Laura closed her eyes as the alarms reverberated throughout the ship. No one needed to tell the president what had happened. It was destiny.

And she had wanted to warn him.

She bowed her head so that the Gods could not see her doubts or her tears.

The End.


A/N: 4/21/05 – My intention with this series was to write plausible "filler" to complement my vision of what was happening on-screen, as seen through shippy-glasses. From episode to episode, I wanted what was happening on-screen to still be plausible in the context of my stories, so I wrote around the canon, framing and re-framing as I went to keep the series as tied closely to the episodes as possible. What I didn't want was to create events in the stories that would immediately be blown to hell in the next on-screen episode. For instance, I couldn't have Laura too trusting of Adama after "Flesh and Bone," when "TMUTMD" comes around and she's still suspecting him. It didn't make sense for this series of stories. I wanted to follow canon (and my digestion is just fine).

The likelihood of me writing more A/R fan fiction is small. That is for two reasons: first, I did NOT like KLG and I make no secret that I have fallen out of love with the Adama character. It's kind of hard to write shippy fanfiction about a character that you find disappointing, so unless something happens on the show to redeem him in my eyes, I probably won't be featuring him as leading man in my stories; and second, I'm mom to a toddler; I have a house, a husband, and a full-time job that is becoming increasingly demanding. I had a brief time where I dedicated probably too much time to this fandom but real life has firmly re-asserted itself as priority. That's the truth of it and if you've heard otherwise, someone didn't have their facts correct.
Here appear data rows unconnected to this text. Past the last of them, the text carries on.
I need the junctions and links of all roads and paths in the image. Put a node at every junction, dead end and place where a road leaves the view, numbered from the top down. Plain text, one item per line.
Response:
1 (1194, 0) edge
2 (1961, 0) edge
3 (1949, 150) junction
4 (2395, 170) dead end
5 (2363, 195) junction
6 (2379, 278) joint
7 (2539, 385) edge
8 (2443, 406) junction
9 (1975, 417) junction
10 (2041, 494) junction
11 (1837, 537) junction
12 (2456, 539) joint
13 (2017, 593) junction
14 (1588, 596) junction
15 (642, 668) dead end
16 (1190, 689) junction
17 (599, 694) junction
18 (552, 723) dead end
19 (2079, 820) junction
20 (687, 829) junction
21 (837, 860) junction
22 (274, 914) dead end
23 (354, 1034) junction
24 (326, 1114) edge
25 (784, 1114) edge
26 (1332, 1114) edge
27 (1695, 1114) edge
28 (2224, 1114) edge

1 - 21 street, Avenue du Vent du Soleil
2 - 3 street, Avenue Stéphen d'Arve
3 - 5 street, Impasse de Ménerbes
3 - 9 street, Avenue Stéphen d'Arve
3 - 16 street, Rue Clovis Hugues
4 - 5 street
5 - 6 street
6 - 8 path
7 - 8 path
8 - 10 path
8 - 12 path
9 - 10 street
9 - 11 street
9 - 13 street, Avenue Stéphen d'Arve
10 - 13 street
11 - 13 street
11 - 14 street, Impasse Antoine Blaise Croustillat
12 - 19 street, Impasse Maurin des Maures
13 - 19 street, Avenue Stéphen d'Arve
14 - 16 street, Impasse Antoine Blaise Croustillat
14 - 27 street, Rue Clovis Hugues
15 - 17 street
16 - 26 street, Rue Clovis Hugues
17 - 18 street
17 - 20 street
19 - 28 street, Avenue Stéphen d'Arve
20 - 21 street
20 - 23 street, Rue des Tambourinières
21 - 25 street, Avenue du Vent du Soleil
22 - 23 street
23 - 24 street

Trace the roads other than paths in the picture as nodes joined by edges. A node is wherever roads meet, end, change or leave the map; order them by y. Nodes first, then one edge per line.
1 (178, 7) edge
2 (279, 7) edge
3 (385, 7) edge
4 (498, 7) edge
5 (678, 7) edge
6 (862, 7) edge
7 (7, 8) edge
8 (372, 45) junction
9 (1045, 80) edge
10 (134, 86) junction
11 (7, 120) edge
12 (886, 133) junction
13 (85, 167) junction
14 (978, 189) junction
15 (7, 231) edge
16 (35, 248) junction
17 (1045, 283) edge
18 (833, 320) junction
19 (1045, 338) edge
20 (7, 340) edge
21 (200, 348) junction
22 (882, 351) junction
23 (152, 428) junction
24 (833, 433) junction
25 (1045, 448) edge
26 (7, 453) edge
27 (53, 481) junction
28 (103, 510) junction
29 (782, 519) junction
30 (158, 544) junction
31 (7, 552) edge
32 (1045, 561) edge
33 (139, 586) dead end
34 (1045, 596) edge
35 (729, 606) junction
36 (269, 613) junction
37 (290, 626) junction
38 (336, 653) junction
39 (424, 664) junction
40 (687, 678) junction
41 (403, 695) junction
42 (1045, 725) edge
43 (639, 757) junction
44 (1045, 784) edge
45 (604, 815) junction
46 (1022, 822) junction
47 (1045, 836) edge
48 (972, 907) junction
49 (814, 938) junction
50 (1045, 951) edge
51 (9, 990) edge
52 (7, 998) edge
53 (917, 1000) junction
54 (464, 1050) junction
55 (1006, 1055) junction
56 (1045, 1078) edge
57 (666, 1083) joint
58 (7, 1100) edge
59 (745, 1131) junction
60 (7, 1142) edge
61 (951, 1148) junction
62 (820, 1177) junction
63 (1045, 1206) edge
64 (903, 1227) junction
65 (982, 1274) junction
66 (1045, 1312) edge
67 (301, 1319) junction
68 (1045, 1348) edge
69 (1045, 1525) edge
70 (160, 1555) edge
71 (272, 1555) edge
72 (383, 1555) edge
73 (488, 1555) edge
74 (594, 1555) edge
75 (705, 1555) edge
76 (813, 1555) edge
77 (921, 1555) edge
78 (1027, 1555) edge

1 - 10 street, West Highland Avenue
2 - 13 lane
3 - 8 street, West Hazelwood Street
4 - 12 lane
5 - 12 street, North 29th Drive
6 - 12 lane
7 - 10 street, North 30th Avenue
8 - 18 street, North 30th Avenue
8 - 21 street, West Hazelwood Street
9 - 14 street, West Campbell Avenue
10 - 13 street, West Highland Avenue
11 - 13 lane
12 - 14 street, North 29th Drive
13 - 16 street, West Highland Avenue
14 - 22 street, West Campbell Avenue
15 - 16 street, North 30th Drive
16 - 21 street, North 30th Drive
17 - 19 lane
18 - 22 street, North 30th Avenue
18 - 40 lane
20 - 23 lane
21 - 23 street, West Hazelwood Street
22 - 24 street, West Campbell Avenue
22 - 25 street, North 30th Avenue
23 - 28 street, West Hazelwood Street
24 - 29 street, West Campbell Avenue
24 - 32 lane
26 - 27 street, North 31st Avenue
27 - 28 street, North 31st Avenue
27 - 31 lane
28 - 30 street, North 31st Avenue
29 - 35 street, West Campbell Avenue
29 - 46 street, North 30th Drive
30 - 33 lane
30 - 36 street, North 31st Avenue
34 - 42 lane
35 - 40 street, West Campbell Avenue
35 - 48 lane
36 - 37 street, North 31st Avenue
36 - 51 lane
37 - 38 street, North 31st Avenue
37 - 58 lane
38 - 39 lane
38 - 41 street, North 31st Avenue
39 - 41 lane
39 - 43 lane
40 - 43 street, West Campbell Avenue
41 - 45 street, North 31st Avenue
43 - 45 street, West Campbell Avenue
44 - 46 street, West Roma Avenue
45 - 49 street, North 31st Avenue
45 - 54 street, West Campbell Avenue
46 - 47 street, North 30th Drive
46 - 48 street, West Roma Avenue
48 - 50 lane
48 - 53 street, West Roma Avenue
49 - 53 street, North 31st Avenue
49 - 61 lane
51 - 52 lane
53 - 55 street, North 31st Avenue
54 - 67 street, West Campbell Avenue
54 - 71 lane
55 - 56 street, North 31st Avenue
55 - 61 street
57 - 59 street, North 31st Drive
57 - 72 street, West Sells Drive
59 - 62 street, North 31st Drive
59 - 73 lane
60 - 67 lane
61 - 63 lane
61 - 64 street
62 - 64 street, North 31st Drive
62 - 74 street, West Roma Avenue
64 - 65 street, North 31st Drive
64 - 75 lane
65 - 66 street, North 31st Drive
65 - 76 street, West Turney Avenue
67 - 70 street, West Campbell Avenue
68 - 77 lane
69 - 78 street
I've been holding this fic back for about 2 weeks trying to figure out if I liked it or not and if it was the right tone for a semi-satisfying, if not bittersweet, end to this series. I had setup back in "Till the Summer Brings Us Back" the fact that she may have foreseen his shooting but I became intrigued with the idea that she could have warned him but chose not to based on faith. Just how deep is her conviction? Just how far would she or could she go and who and how much would she sacrifice in her quest to guide the Fleet to salvation? In the end, are Laura and Adama really the same person (see his actions in "You Can't Go Home Again"), except she has a bigger and broader vision? Or are they both just nuts? That's for you to decide.

I sincerely hope you have enjoyed this brief journey and many thanks to those of you who have told me you liked it in reviews. I will probably write a Roslin story here and there (because she's my girl!), as life permits but until then, it's been a pleasure.